» **TASK TO COMPLETE**
Go over the entries and report the lines where the word "Gaúchos" occurs.

[Collected data entries]
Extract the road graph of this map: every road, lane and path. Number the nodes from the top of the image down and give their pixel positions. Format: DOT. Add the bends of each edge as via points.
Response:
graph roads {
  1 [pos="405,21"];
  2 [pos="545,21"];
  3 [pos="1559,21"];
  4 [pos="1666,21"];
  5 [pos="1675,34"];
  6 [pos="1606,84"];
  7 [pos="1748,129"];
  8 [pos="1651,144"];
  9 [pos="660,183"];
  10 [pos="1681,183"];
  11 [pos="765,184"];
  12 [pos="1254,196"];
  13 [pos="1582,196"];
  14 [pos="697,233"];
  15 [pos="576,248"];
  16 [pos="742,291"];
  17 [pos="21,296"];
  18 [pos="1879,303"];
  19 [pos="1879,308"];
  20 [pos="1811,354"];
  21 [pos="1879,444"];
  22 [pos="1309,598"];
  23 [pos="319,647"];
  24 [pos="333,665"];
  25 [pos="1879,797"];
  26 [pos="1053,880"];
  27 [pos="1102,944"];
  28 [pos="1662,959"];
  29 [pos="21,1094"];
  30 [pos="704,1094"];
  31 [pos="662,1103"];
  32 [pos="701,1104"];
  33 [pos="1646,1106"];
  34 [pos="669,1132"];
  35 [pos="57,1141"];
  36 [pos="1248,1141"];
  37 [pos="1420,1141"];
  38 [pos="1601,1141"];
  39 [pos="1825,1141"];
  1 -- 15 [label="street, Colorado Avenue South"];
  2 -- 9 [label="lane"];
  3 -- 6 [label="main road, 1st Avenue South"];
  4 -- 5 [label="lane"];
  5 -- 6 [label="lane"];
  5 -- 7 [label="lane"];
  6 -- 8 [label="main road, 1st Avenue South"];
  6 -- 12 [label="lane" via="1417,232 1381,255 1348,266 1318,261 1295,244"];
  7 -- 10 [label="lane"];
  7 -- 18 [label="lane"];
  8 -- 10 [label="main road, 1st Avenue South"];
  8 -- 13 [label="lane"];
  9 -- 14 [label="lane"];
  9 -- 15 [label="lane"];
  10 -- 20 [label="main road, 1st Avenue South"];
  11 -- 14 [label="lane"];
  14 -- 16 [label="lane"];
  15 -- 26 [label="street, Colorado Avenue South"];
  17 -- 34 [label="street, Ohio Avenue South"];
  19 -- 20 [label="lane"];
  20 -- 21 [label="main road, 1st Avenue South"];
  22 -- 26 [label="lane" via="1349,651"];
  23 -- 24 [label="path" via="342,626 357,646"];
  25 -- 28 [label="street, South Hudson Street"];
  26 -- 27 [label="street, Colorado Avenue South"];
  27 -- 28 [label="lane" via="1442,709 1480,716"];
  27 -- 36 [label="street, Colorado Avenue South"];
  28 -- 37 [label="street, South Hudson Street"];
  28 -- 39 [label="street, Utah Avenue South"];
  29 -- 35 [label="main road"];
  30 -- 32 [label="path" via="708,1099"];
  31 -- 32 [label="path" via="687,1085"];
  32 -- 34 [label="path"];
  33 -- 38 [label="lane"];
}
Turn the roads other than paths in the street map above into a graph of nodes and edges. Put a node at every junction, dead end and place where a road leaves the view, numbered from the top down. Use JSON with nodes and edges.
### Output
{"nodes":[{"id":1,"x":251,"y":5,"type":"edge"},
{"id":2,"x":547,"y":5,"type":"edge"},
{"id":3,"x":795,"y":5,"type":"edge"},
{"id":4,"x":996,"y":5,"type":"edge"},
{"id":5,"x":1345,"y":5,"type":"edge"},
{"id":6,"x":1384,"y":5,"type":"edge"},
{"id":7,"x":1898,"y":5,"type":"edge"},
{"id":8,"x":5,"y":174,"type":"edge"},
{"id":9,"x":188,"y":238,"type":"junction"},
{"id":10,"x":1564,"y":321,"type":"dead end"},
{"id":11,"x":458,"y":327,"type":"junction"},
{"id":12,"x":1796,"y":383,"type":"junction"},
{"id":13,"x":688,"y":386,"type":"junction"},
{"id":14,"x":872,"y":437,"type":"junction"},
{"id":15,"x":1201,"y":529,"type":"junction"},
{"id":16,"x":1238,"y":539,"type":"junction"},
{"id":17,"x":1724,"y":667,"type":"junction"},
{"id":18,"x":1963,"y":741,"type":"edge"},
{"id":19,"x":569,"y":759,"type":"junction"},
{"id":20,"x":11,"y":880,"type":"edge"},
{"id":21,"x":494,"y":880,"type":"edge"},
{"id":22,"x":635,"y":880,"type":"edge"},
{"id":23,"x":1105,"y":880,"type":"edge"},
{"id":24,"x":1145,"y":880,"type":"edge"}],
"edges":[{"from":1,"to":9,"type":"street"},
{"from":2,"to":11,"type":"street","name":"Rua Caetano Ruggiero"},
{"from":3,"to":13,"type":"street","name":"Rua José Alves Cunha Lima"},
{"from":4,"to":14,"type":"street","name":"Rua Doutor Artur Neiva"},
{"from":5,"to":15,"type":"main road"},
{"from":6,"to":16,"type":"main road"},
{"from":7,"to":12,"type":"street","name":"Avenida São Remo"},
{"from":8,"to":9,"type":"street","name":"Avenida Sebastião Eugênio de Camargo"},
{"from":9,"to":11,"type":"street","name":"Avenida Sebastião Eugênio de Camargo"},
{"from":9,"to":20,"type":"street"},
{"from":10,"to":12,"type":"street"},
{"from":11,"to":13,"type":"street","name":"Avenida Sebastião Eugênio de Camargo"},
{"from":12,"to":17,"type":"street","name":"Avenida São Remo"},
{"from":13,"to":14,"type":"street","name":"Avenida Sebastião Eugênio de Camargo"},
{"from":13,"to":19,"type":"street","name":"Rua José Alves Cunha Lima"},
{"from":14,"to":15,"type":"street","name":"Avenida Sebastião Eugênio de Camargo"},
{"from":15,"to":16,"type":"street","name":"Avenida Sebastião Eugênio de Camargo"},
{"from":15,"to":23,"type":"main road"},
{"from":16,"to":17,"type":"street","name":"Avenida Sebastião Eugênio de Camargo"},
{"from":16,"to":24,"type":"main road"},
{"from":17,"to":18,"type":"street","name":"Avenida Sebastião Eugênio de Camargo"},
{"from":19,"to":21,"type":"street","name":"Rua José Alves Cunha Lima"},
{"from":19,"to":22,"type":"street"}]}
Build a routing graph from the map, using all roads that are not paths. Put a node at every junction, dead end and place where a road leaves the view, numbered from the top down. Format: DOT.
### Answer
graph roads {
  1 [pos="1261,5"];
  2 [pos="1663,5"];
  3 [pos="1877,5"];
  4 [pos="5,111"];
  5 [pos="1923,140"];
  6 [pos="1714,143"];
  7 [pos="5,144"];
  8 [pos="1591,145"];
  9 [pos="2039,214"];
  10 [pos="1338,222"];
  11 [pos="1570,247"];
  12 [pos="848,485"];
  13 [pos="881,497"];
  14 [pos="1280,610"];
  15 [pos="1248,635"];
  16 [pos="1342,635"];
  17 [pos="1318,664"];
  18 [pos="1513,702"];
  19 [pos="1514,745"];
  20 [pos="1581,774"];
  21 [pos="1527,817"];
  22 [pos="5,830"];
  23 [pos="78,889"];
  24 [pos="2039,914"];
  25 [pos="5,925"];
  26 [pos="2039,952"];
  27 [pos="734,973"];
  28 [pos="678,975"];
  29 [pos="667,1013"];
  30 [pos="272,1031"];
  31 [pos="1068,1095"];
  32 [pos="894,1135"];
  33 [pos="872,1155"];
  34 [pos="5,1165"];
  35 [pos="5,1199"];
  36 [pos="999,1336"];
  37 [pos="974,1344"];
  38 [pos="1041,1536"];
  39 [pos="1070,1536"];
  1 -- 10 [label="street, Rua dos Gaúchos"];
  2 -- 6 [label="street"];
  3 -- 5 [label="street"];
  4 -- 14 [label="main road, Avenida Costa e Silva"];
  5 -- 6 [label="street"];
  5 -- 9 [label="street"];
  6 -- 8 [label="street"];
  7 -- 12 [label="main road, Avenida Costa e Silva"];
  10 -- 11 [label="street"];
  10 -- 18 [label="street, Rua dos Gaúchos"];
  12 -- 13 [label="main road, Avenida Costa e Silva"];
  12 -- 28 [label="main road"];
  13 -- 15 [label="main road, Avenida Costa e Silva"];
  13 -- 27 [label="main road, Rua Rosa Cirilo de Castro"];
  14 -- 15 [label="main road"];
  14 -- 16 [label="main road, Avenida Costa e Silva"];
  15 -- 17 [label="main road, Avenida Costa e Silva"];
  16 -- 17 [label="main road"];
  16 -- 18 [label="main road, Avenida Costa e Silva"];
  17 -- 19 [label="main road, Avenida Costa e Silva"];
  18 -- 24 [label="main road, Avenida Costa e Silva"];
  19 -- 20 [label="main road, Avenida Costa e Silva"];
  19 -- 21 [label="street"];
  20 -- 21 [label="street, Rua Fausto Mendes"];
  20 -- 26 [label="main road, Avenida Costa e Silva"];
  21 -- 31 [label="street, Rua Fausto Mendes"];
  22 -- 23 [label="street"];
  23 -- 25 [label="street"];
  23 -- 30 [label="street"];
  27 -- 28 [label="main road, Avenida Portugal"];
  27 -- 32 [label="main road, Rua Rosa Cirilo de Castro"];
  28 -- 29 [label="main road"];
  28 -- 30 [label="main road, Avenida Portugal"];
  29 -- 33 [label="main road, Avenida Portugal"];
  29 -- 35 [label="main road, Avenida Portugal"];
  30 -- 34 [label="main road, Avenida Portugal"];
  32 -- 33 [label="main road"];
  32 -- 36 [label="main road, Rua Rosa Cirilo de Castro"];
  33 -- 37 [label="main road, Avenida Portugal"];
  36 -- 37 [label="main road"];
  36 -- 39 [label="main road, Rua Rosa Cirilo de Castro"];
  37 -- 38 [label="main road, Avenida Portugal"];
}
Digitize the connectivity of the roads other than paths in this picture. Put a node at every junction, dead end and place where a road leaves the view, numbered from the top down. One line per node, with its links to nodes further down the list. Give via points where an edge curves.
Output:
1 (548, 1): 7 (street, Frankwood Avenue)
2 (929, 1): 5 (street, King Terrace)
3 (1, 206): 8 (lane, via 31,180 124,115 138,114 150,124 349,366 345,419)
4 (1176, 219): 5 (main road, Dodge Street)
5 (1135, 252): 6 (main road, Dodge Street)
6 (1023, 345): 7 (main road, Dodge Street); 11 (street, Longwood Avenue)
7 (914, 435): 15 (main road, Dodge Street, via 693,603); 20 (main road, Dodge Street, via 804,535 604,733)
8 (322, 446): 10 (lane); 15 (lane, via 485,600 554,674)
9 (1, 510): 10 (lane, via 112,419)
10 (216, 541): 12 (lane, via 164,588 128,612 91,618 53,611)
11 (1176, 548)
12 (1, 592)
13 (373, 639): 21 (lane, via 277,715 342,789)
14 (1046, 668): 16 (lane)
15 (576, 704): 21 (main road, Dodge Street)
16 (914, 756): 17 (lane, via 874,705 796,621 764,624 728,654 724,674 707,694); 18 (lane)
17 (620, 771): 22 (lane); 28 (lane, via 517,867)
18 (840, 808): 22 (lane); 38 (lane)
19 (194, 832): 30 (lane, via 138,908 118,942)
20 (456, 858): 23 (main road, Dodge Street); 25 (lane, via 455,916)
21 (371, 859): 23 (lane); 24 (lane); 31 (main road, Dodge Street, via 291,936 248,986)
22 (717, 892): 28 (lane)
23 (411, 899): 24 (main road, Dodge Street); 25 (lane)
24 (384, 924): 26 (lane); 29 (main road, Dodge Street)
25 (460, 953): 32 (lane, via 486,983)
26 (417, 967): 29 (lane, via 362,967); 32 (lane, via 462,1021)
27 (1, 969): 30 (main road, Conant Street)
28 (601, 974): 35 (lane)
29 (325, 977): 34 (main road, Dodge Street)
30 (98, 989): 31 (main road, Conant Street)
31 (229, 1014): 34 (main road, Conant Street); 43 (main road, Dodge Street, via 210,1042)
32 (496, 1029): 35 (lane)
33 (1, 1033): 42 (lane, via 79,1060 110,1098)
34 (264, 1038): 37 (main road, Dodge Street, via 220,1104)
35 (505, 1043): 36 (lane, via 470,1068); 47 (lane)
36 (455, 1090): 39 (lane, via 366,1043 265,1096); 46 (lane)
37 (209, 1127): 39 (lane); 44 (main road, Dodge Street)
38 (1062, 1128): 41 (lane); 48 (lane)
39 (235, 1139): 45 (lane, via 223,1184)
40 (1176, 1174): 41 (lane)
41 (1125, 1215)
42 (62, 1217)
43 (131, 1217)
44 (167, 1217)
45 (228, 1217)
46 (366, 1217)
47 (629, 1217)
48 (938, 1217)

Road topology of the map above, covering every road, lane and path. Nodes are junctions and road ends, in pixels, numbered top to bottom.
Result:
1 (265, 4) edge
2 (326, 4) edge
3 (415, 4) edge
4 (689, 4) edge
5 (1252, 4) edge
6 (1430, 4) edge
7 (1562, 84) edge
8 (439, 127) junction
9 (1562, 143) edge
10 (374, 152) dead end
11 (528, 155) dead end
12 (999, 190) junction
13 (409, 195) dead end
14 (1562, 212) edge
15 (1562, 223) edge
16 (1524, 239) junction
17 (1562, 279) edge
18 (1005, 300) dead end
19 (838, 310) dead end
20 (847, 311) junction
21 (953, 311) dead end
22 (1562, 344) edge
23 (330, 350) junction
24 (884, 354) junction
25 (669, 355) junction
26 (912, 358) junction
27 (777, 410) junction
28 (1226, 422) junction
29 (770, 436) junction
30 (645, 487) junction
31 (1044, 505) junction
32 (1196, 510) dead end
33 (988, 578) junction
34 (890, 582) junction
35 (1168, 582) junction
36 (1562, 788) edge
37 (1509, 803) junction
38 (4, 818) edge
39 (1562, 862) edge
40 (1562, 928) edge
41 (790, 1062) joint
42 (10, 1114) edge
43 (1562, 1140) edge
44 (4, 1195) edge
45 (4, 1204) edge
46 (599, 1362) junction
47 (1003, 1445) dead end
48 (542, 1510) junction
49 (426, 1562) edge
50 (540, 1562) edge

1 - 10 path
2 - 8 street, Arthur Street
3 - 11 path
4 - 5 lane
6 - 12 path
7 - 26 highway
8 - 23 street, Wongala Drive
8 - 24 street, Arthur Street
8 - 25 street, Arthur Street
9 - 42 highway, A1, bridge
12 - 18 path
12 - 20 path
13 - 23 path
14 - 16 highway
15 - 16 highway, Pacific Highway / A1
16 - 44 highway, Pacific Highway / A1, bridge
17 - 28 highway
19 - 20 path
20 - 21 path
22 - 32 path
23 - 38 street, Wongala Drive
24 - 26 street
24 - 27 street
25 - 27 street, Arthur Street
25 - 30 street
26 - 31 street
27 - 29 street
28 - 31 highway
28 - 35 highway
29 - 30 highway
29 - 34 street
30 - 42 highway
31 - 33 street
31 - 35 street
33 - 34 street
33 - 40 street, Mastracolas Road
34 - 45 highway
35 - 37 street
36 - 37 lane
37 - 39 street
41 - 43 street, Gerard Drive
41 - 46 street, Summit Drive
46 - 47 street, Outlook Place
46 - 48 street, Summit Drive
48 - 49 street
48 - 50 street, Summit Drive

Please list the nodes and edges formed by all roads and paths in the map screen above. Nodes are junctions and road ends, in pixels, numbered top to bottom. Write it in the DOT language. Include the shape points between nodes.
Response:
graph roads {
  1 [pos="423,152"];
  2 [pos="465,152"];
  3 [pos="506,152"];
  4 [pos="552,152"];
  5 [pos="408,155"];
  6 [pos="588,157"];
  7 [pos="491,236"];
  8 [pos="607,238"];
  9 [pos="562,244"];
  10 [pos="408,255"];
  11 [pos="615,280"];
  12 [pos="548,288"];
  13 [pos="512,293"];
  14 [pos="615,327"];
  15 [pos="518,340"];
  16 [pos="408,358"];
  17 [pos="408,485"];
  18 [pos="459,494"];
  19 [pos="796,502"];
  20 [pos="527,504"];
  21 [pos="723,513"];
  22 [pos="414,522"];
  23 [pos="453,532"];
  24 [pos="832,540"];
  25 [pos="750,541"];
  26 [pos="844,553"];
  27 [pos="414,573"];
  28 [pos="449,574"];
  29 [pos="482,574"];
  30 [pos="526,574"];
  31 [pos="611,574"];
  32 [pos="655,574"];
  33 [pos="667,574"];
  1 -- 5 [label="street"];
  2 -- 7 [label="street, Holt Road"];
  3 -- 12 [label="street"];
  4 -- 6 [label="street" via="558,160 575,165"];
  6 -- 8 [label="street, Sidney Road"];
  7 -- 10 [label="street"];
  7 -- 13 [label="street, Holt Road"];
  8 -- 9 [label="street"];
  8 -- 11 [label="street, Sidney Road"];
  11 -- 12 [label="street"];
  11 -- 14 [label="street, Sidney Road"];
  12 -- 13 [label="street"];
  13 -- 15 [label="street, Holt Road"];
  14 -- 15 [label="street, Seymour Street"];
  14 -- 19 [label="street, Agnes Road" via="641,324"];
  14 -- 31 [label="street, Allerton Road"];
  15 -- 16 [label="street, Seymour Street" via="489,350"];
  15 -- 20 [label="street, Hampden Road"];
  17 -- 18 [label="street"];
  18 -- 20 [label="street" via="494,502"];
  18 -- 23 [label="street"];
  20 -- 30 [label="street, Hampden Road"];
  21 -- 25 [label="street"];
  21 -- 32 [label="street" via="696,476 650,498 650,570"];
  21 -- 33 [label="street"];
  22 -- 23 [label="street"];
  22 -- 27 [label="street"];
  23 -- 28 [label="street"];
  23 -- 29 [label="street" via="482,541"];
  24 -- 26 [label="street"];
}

» **RESPONSE AREA**
  1 -- 10 [label="street, Rua dos Gaúchos"];
  10 -- 18 [label="street, Rua dos Gaúchos"];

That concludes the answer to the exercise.